Saved entries:

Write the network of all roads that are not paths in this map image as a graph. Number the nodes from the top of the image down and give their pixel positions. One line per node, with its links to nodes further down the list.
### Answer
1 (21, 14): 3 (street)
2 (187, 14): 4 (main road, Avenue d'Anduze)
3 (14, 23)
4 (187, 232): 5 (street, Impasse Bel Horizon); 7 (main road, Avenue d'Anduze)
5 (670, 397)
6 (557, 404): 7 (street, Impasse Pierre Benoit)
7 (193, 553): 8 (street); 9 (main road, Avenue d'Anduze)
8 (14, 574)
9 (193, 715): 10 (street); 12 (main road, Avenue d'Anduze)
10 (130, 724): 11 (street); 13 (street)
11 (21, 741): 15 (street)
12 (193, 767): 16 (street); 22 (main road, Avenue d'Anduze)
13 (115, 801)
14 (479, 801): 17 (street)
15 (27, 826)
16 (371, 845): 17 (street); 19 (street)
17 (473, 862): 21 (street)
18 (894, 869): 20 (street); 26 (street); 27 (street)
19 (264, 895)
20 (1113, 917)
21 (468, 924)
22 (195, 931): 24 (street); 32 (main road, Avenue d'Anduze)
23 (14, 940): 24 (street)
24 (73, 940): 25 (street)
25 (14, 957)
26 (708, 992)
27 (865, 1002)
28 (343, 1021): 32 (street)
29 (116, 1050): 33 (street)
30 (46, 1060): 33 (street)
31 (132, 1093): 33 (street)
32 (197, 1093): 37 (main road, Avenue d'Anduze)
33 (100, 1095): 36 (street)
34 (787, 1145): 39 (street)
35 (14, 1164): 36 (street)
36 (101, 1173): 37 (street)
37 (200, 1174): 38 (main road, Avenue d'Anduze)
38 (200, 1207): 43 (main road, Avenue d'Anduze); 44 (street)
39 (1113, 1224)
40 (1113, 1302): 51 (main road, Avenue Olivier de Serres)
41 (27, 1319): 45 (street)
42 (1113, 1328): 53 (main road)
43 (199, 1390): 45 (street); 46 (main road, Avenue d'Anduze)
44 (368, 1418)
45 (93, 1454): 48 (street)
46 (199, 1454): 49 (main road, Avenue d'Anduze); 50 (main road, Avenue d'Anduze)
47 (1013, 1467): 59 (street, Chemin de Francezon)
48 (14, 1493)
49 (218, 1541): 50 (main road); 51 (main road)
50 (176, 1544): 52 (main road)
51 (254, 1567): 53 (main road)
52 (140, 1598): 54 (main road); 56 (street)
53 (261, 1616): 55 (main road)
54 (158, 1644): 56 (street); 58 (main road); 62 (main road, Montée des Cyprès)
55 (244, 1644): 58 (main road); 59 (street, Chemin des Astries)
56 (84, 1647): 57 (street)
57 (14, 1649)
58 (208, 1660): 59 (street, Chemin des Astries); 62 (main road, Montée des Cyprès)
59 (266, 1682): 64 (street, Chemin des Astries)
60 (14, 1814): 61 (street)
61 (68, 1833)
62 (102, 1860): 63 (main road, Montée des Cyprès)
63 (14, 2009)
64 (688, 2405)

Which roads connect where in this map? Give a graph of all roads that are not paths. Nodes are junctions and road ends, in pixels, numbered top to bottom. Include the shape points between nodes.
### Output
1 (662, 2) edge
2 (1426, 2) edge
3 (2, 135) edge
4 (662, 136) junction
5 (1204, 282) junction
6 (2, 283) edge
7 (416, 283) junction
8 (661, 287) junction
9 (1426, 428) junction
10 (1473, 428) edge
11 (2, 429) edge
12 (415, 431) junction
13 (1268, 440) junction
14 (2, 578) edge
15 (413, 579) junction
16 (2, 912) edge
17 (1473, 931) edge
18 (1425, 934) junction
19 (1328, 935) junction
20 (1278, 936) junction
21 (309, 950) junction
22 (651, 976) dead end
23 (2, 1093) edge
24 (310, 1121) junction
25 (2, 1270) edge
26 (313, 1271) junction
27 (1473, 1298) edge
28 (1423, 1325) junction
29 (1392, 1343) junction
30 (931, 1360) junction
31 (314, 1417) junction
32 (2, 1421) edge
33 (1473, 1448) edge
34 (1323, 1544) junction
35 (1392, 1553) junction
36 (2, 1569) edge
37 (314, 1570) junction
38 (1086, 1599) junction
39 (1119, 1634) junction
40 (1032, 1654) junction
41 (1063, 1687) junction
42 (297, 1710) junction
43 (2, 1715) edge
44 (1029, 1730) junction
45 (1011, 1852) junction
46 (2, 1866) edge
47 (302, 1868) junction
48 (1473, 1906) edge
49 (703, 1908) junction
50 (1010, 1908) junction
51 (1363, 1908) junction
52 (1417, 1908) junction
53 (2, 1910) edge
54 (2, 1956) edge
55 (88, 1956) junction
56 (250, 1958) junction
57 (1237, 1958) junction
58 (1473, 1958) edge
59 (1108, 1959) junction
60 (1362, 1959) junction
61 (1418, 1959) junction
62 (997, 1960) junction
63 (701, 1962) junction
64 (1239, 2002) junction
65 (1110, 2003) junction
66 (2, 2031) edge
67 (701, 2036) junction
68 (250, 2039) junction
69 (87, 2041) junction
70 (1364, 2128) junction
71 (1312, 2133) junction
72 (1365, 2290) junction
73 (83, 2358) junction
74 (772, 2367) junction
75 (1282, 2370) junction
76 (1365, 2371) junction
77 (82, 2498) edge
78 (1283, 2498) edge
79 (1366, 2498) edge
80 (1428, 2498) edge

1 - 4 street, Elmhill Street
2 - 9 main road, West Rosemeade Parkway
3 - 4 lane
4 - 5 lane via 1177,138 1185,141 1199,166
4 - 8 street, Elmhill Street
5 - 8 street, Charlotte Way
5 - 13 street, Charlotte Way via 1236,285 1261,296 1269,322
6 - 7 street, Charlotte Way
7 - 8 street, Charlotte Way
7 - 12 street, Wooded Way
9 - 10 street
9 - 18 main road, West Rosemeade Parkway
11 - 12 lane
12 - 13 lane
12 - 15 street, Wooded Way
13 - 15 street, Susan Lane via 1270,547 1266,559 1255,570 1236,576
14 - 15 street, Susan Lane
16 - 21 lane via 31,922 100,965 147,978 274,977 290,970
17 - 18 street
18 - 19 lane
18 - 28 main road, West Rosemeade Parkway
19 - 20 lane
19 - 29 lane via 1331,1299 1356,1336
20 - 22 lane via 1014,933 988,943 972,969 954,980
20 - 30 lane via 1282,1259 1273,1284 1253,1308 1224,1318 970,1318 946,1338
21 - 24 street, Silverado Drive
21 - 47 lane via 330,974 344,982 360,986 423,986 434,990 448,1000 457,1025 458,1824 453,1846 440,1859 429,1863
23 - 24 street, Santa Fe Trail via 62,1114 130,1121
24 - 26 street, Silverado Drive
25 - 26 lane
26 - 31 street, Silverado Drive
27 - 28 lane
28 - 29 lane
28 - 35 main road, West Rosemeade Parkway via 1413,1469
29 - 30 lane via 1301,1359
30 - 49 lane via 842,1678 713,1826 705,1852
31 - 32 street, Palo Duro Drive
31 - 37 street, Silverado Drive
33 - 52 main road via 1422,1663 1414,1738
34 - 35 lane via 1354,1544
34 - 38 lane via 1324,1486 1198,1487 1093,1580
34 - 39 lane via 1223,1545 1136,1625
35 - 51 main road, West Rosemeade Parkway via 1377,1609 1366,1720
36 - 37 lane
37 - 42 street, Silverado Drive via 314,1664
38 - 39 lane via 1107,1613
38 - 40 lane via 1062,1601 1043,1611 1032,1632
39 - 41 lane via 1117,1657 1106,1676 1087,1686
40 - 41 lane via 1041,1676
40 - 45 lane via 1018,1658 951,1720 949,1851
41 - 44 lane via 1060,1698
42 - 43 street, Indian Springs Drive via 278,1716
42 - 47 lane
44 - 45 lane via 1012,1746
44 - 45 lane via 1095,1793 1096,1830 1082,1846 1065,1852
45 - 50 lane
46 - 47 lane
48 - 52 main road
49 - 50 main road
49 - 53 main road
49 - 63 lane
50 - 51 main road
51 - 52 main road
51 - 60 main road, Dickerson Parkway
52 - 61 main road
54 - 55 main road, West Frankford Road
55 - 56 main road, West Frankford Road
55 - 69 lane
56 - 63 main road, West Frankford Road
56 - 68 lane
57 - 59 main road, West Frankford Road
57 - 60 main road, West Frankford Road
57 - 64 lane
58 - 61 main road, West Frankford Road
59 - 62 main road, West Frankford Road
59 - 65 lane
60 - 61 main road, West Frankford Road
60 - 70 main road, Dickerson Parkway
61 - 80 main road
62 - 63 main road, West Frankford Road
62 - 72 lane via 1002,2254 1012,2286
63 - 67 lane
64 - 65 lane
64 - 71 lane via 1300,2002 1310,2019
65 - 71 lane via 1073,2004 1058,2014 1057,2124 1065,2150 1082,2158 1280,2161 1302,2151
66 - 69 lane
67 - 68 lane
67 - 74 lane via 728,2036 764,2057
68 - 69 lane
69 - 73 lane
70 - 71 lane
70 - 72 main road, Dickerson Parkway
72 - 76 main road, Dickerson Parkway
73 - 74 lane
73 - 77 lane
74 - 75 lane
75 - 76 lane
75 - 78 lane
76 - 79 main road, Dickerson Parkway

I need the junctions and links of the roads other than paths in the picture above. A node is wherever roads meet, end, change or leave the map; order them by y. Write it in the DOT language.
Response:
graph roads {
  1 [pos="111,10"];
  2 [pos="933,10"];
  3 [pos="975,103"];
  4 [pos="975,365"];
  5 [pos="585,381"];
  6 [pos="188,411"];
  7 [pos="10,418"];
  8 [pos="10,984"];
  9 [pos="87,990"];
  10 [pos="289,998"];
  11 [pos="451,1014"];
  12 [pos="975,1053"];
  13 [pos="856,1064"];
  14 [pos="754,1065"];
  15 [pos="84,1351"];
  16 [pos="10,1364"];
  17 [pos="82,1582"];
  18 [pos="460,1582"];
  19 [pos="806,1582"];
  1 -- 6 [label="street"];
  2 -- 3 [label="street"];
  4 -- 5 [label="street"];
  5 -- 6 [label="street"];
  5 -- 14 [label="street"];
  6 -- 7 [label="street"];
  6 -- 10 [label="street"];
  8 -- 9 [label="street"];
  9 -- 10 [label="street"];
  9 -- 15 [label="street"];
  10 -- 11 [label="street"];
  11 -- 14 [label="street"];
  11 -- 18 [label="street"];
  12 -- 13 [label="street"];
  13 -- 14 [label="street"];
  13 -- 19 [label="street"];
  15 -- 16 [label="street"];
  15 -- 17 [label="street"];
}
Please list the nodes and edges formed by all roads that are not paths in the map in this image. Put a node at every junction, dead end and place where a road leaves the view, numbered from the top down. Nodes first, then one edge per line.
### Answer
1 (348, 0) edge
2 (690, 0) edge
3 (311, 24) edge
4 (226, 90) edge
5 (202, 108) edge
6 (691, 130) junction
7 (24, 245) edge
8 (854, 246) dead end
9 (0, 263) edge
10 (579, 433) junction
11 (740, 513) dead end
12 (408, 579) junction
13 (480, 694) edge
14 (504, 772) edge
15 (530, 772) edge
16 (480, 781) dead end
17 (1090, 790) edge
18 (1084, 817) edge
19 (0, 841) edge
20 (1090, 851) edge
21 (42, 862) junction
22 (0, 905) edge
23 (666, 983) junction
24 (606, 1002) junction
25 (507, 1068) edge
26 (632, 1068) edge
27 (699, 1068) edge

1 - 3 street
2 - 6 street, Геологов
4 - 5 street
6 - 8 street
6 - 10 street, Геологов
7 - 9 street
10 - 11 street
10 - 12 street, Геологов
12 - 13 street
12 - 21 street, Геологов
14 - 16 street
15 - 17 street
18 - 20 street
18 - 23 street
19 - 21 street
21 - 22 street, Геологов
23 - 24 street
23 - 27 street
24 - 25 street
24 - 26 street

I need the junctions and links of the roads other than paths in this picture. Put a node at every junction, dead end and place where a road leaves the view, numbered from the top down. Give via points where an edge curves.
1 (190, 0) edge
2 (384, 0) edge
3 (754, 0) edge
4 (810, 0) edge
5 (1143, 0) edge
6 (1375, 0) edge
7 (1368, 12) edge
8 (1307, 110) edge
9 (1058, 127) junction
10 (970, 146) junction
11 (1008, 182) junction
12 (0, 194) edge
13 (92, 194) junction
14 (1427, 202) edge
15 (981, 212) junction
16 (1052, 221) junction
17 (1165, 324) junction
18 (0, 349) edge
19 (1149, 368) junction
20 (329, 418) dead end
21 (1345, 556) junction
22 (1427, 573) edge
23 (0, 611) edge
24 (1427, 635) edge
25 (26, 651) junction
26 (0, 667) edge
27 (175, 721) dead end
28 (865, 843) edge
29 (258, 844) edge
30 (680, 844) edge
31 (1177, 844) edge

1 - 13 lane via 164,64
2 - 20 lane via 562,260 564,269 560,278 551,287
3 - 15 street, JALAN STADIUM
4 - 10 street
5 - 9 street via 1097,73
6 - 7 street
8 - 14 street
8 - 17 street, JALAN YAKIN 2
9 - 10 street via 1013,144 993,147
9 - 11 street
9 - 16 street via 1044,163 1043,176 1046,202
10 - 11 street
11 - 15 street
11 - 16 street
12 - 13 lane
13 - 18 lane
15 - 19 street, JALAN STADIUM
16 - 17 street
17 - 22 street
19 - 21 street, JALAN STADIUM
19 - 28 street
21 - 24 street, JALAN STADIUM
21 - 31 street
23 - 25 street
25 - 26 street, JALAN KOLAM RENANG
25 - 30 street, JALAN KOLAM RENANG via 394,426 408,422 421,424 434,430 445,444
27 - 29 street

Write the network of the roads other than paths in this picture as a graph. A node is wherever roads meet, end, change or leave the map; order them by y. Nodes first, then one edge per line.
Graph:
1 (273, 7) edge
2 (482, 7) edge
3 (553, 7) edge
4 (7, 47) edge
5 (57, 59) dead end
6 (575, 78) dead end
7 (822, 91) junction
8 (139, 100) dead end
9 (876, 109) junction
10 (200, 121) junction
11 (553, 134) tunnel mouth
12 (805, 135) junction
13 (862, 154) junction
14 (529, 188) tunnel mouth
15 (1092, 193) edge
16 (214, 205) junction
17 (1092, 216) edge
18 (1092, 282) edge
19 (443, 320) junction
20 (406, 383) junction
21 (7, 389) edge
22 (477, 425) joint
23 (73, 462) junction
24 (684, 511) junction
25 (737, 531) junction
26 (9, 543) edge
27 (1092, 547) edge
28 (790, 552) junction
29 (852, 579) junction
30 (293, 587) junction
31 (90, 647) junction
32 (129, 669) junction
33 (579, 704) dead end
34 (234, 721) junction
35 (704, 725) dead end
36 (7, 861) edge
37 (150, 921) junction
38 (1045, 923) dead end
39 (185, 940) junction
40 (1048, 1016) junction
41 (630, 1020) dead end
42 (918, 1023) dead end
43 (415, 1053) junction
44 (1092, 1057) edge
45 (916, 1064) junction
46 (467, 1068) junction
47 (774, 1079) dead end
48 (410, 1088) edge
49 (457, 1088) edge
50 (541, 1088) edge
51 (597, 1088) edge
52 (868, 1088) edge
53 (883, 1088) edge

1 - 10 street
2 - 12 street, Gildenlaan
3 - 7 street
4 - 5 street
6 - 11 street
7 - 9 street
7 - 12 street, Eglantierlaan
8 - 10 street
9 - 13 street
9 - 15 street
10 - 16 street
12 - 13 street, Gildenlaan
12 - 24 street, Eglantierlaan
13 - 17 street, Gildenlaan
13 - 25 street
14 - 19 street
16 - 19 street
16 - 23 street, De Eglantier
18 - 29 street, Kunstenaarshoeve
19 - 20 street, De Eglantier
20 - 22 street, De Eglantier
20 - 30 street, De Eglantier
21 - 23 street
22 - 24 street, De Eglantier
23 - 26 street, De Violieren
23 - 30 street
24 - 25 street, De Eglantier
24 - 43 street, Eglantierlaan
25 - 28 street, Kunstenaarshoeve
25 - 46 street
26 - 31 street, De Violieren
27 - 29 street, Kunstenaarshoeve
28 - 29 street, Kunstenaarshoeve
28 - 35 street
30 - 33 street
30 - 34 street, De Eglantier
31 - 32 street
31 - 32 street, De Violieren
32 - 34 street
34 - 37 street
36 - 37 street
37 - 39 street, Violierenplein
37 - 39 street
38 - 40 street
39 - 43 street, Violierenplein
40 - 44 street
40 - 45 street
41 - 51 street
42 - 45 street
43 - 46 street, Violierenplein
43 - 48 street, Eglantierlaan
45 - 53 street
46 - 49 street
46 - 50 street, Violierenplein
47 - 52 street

§ **Required work**:
Copy every line of the data that holds the string "tunnel".

§ **Response below**:
11 (553, 134) tunnel mouth
14 (529, 188) tunnel mouth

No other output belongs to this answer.